Stored items from a collection:
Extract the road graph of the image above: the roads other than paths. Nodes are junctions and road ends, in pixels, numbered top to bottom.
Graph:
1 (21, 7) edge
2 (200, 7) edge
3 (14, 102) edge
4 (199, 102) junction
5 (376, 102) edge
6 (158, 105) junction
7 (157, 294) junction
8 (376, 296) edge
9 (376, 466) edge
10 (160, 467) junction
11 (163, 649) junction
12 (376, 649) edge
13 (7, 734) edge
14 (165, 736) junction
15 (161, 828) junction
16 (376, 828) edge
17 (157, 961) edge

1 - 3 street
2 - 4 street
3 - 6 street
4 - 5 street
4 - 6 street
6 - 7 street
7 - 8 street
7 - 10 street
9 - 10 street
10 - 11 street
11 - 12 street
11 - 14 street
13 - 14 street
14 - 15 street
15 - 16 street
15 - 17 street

**ASSIGNED TASK:** In full and without alteration, repeat the records.

**SOLUTION TO THIS TASK:**
Extract the road graph of the image above: the roads other than paths. Nodes are junctions and road ends, in pixels, numbered top to bottom.
Graph:
1 (21, 7) edge
2 (200, 7) edge
3 (14, 102) edge
4 (199, 102) junction
5 (376, 102) edge
6 (158, 105) junction
7 (157, 294) junction
8 (376, 296) edge
9 (376, 466) edge
10 (160, 467) junction
11 (163, 649) junction
12 (376, 649) edge
13 (7, 734) edge
14 (165, 736) junction
15 (161, 828) junction
16 (376, 828) edge
17 (157, 961) edge

1 - 3 street
2 - 4 street
3 - 6 street
4 - 5 street
4 - 6 street
6 - 7 street
7 - 8 street
7 - 10 street
9 - 10 street
10 - 11 street
11 - 12 street
11 - 14 street
13 - 14 street
14 - 15 street
15 - 16 street
15 - 17 street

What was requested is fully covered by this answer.